INPUT DATA ->
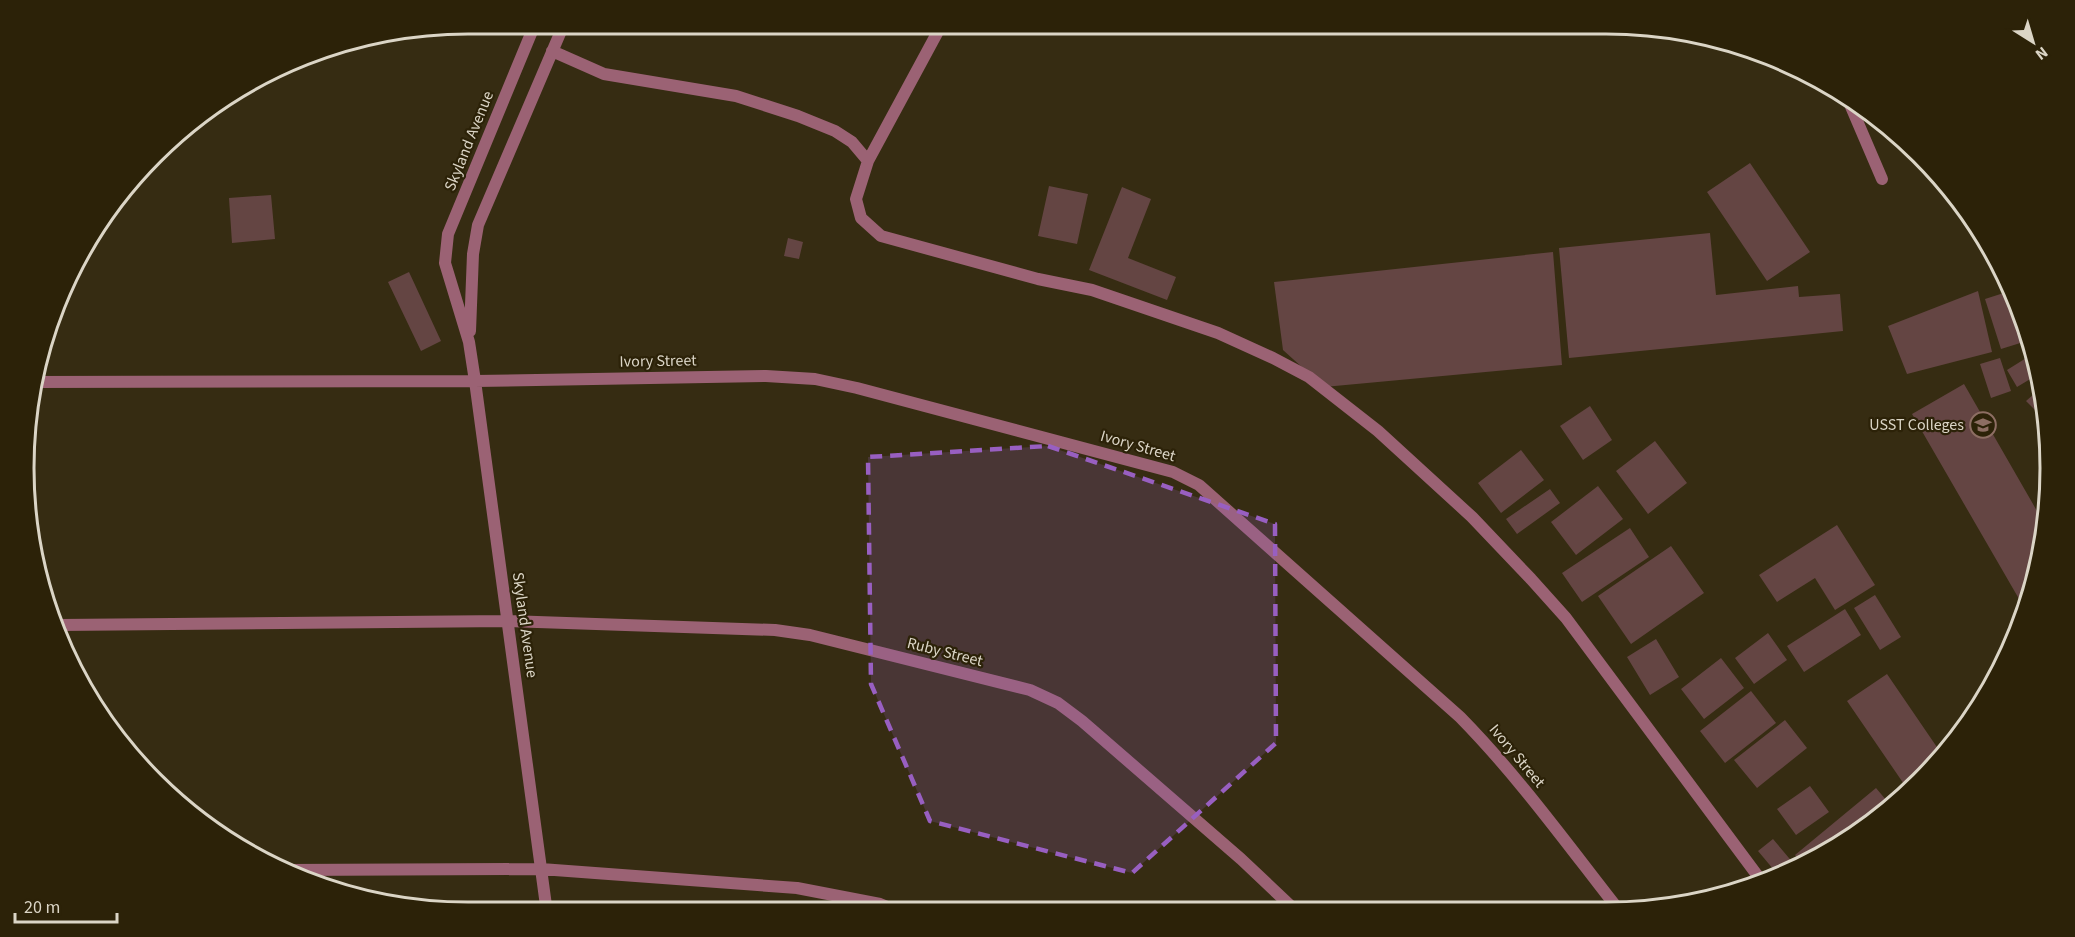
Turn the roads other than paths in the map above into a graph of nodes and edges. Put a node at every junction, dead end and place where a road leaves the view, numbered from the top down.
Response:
1 (531, 34) edge
2 (560, 34) edge
3 (937, 34) edge
4 (552, 51) junction
5 (1853, 112) edge
6 (868, 161) junction
7 (1882, 179) dead end
8 (469, 342) junction
9 (475, 381) junction
10 (43, 382) edge
11 (508, 621) junction
12 (64, 625) edge
13 (541, 869) junction
14 (304, 870) edge
15 (1757, 875) edge
16 (546, 902) edge
17 (870, 902) edge
18 (1286, 902) edge
19 (1612, 902) edge

1 - 8 street, Skyland Avenue
2 - 4 street, Skyland Avenue
3 - 6 street
4 - 6 street
4 - 8 street, Skyland Avenue
5 - 7 street
6 - 15 street
8 - 9 street, Skyland Avenue
9 - 10 street, Ivory Street
9 - 11 street, Skyland Avenue
9 - 19 street, Ivory Street
11 - 12 street, Ruby Street
11 - 13 street, Skyland Avenue
11 - 18 street, Ruby Street
13 - 14 street
13 - 16 street, Skyland Avenue
13 - 17 street

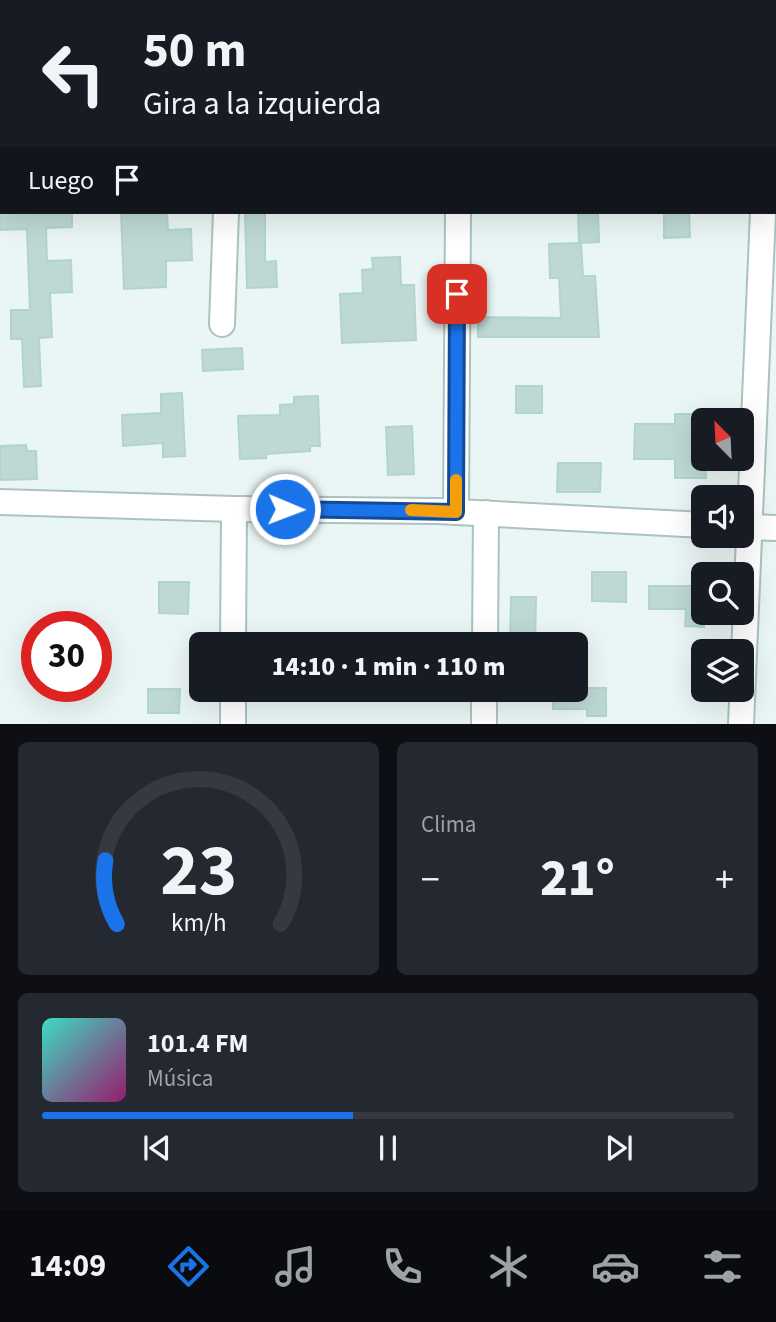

PROBLEM REQUIREMENTS -> For this exercise, transcribe the data exactly but without its pictures.

SOLUTION TO THE EXERCISE ->
Turn the roads other than paths in the map above into a graph of nodes and edges. Put a node at every junction, dead end and place where a road leaves the view, numbered from the top down.
Response:
1 (531, 34) edge
2 (560, 34) edge
3 (937, 34) edge
4 (552, 51) junction
5 (1853, 112) edge
6 (868, 161) junction
7 (1882, 179) dead end
8 (469, 342) junction
9 (475, 381) junction
10 (43, 382) edge
11 (508, 621) junction
12 (64, 625) edge
13 (541, 869) junction
14 (304, 870) edge
15 (1757, 875) edge
16 (546, 902) edge
17 (870, 902) edge
18 (1286, 902) edge
19 (1612, 902) edge

1 - 8 street, Skyland Avenue
2 - 4 street, Skyland Avenue
3 - 6 street
4 - 6 street
4 - 8 street, Skyland Avenue
5 - 7 street
6 - 15 street
8 - 9 street, Skyland Avenue
9 - 10 street, Ivory Street
9 - 11 street, Skyland Avenue
9 - 19 street, Ivory Street
11 - 12 street, Ruby Street
11 - 13 street, Skyland Avenue
11 - 18 street, Ruby Street
13 - 14 street
13 - 16 street, Skyland Avenue
13 - 17 street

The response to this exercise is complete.